There are many animal conservation groups in the world; each continent has its own priorities concerning the welfare of the animals it shelters. Bearing this in mind one would think that there would be more than one giraffe conservation organisation but that is in fact the case.
The Giraffe Conservation Foundation is that organisation and their purpose is to “….be dedicated to securing a future for all giraffe populations and (sub)species in the wild.” It’s a relatively new organisation which concentrates largely on six African countries in which giraffe conservation is necessary. In no particular order they are:
Botswana – research is undertaken into the largely neglected giraffe population.
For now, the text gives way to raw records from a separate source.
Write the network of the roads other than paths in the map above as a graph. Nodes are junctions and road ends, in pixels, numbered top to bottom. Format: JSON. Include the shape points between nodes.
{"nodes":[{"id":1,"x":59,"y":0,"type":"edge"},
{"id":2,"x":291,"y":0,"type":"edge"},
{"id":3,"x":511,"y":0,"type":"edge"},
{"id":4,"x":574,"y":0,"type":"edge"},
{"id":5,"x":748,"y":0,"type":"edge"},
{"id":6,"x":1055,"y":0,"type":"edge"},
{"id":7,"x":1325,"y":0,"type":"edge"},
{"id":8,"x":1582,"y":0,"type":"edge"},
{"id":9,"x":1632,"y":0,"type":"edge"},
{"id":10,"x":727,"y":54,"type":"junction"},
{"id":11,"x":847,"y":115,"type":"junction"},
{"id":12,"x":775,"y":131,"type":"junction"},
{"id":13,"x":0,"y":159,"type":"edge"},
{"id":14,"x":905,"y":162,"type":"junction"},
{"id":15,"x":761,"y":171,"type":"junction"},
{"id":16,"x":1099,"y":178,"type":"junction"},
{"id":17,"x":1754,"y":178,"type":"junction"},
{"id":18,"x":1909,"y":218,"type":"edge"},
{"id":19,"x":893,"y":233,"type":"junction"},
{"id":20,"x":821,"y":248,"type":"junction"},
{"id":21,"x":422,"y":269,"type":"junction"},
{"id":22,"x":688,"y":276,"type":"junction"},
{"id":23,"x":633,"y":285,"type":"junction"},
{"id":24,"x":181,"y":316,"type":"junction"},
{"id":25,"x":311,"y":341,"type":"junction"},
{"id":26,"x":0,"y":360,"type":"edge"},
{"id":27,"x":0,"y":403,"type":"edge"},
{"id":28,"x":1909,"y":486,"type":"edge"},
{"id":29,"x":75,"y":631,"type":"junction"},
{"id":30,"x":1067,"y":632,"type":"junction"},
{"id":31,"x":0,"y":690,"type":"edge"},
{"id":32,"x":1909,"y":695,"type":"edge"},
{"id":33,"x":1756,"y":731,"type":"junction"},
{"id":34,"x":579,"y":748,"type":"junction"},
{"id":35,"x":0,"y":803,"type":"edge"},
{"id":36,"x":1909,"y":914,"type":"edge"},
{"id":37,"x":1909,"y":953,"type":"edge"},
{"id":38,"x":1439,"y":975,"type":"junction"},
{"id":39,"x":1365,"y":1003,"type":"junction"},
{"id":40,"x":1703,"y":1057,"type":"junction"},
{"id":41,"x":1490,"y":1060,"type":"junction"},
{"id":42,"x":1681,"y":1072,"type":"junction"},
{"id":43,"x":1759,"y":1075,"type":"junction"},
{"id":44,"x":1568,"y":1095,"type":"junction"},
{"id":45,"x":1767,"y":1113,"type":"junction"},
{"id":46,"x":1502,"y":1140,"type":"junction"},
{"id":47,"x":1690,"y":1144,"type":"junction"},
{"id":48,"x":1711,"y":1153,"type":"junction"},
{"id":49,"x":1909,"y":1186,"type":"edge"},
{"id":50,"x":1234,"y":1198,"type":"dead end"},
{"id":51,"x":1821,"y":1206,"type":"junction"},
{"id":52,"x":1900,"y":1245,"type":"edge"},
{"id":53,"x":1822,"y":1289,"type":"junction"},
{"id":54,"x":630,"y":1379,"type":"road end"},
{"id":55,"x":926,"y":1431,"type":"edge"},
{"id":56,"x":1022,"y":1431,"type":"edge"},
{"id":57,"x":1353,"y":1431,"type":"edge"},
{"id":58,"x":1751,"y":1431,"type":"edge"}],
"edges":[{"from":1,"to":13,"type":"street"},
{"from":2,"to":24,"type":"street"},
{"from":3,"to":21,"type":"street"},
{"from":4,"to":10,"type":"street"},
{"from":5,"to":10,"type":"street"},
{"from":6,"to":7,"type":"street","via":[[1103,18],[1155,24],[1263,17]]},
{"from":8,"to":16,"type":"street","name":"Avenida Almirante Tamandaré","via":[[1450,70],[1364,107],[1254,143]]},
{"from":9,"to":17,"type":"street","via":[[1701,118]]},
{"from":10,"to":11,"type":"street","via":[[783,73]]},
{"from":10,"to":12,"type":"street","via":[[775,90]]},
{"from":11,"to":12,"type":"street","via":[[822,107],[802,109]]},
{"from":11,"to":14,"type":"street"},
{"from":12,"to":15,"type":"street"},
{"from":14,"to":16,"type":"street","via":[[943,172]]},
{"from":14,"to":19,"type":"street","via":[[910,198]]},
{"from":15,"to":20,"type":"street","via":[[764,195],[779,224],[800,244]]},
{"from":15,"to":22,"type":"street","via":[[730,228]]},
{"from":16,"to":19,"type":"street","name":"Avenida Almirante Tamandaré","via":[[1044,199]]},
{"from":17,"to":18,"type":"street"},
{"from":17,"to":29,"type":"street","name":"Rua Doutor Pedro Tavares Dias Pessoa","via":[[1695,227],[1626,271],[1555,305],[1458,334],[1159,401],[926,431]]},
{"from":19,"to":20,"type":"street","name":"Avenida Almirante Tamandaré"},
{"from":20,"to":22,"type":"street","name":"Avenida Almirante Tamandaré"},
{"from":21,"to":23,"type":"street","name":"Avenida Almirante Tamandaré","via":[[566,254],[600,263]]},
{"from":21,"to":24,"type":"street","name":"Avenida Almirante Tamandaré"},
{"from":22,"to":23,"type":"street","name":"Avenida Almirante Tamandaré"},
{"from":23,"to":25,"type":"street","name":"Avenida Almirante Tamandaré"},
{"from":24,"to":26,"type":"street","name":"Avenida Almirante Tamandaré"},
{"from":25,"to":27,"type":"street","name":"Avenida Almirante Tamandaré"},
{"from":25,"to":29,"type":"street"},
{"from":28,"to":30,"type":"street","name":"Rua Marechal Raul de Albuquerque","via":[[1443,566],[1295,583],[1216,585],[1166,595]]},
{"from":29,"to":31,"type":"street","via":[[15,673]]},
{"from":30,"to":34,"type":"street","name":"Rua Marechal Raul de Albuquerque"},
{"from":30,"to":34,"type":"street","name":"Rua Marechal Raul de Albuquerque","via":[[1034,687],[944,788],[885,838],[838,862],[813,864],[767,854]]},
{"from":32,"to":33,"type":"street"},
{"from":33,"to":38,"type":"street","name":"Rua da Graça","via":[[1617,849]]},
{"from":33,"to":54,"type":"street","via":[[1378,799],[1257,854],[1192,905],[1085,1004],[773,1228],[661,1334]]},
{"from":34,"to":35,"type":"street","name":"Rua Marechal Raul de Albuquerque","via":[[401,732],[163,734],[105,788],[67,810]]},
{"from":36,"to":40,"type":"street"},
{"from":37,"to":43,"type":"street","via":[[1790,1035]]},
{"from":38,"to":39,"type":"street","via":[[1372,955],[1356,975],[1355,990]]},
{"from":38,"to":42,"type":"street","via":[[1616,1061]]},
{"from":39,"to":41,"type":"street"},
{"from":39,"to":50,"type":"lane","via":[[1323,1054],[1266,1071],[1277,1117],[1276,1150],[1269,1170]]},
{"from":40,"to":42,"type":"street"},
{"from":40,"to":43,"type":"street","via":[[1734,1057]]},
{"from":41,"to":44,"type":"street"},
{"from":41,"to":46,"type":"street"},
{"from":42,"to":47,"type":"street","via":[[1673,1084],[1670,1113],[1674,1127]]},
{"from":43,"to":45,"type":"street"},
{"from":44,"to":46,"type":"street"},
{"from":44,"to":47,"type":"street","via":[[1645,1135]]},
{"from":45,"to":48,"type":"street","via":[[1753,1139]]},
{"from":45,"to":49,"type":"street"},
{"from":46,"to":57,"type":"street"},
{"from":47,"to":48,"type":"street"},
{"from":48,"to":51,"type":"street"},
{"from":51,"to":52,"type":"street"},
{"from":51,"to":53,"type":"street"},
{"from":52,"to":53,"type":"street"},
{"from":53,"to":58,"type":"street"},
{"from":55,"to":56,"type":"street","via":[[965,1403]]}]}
There is no particular hunting or extinction danger here but giraffes are a valuable part of Botswana’s culture and economy.
Kenya – giraffes in Kenya are a largely unresearched topic. Population movements have forced the displacement of giraffes in certain areas and like Botswana, giraffes are vital to tourism and therefore the local economy.
Namibia – Namibia’s giraffe population is on the increase and therefore extinction is not a great concern here. Namibia is used by the GCF as a kind of template for giraffe husbandry over the rest of the African continent.
Niger – The West African giraffe only exists in Niger and the huge decline in the giraffe population in the area has ensured a massive conservation effort is required here. Towards the end of the 1990s there were thought to be only 50 giraffes remaining in the area around the capital Niamey.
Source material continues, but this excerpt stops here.